## WORK TO BE COMPLETED
A single count is required: the lines of the data below in which the word "edges" occurs.

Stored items
══════════

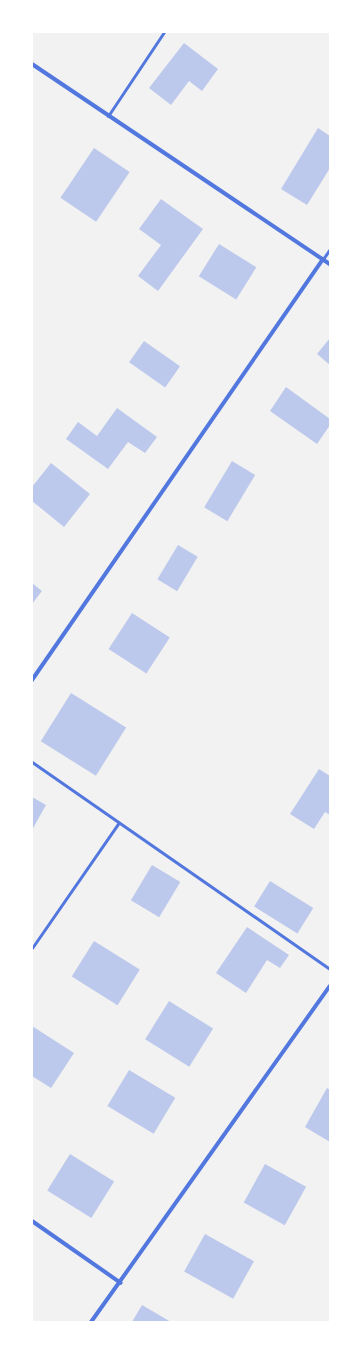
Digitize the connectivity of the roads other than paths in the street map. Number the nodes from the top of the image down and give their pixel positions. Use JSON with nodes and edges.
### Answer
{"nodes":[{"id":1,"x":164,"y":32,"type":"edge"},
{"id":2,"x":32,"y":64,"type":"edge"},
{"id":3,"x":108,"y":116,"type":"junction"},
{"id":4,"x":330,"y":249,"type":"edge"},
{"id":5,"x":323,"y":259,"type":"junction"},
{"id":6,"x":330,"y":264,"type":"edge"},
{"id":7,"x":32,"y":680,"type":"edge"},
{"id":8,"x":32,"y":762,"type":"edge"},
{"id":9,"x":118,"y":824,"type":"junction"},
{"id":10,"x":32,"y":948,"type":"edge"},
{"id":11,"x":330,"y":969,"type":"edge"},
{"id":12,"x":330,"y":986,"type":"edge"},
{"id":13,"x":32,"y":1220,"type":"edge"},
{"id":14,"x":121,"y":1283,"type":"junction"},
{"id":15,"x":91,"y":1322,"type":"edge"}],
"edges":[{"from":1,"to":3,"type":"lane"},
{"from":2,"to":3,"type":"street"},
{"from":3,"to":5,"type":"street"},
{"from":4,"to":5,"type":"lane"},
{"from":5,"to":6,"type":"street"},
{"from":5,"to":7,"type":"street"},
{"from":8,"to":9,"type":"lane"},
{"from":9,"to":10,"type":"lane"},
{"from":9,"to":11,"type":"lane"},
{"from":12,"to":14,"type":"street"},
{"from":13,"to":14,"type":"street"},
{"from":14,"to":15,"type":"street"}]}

══════════

## EXERCISE RESPONSE
2